İLERİ SÜRÜLEN İSTİNAF SEBEPLERİ: Davacı vekili, ilk derece mahkemesi kararının gerekçe ve hüküm kısmının çelişkili olup bilirkişi raporuyla da örtüşmediğini, mahkeme gerekçesinde “İnsan ve hayvan sağlığı için ilaçlar, tıbbi ve veterinerlik amaçlı kimyasal ürünler, tıbbi ve veterinerlik amaçlı kimyasal reaktif maddeler. Dezenfektanlar, antiseptikler (mikrop öldürücüler), tıbbi amaçlı deterjanlar.” malları bakımından da dava konusu YİDK kararının iptaline karar verilmesi gerektiğini, öte yandan mahkemenin 03 ve 05. Sınıfta yer alan diğer mallar yönünden YİDK kararının iptaline karar verilmesinin isabetli bulunduğunu, ancak bu mallar bakımından gerekçe kısmının hatalı olduğunu ileri sürerek ilk derece mahkemesi kararının kaldırılarak davanın tümden kabulüne karar verilmesini istemiştir.

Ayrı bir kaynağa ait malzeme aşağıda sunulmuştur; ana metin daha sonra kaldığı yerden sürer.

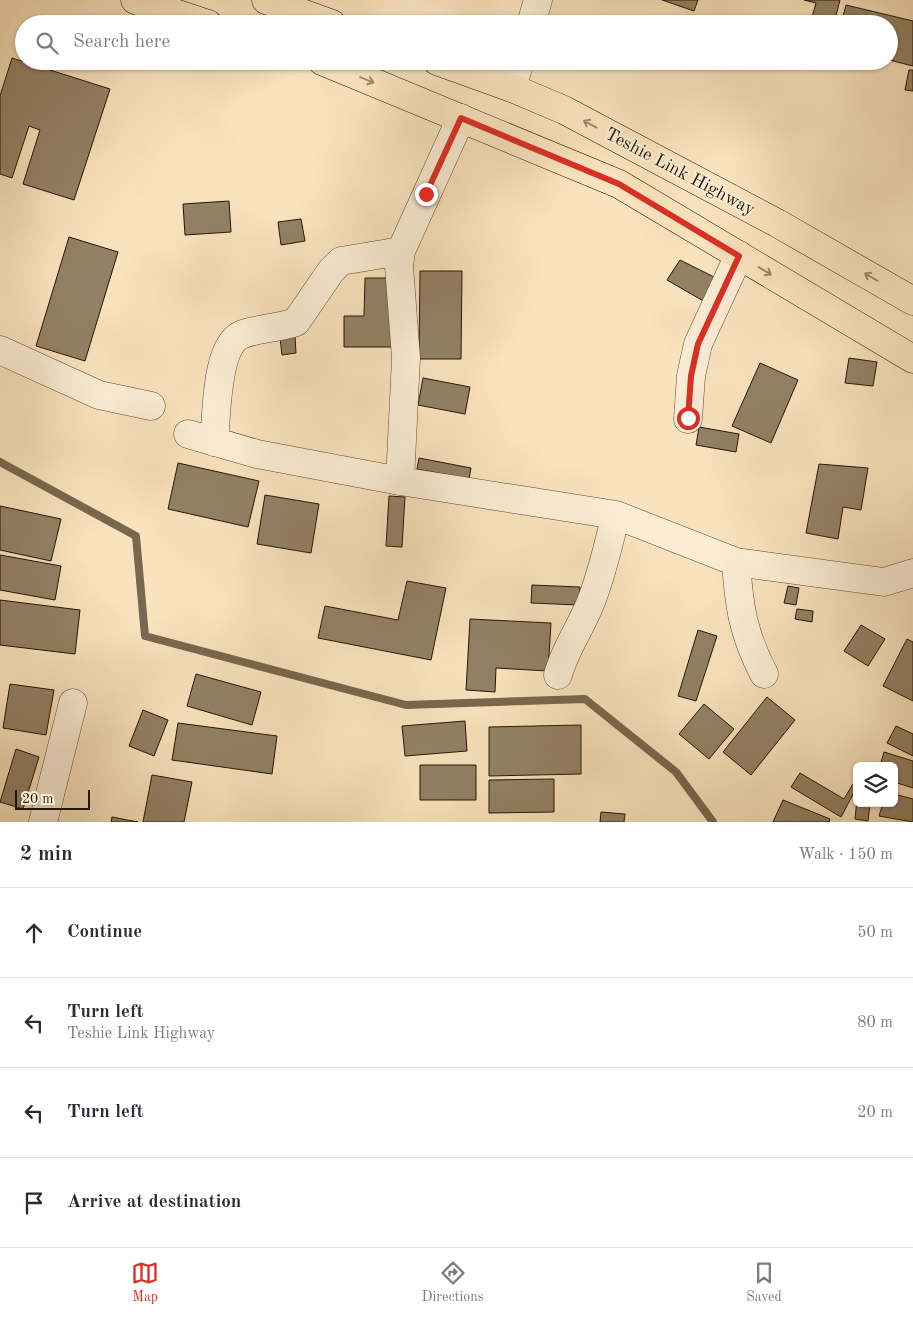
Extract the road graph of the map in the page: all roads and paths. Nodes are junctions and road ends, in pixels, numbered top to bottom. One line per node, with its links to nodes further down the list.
1 (134, 0): 4 (main road)
2 (266, 0): 5 (main road)
3 (538, 0): 6 (street)
4 (180, 15)
5 (307, 15)
6 (534, 15)
7 (344, 70): 11 (main road, one-way to 11)
8 (462, 70): 10 (main road, Teshie Link Highway)
9 (517, 70): 10 (street)
10 (512, 88): 14 (main road, Teshie Link Highway, one-way to 10)
11 (461, 118): 12 (street); 13 (main road)
12 (401, 251): 20 (street); 21 (street)
13 (739, 256): 16 (main road, one-way to 16); 18 (street)
14 (913, 301)
15 (0, 350): 17 (street)
16 (913, 359)
17 (151, 406)
18 (688, 418)
19 (188, 434): 20 (street)
20 (214, 442): 21 (street)
21 (400, 481): 22 (street)
22 (616, 514): 23 (street); 26 (street)
23 (736, 562): 24 (street); 25 (street)
24 (913, 573)
25 (764, 674)
26 (558, 675)
27 (73, 703): 28 (street)
28 (42, 822)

Davalı … vekili, ilk derece mahkemesi kararının gerekçe ve hüküm kısmının çelişkili olduğunu, gerekçe kısmında “İnsan ve hayvan sağlığı için ilaçlar, tıbbi ve veterinerlik amaçlı kimyasal ürünler, tıbbi ve veterinerlik amaçlı kimyasal reaktif maddeler. Dezenfektanlar, antiseptikler (mikrop öldürücüler), tıbbi amaçlı deterjanlar.” malları bakımından markalar arasında karıştırılma ihtimali olmadığı belirtilmişse de anılan mallar bakımında da tarafa markalarının benzer bulunduğunu ve karıştırılma ihtimali olduğunu ileri sürerek ilk derece mahkemesi kararının kaldırılmasını istemiştir.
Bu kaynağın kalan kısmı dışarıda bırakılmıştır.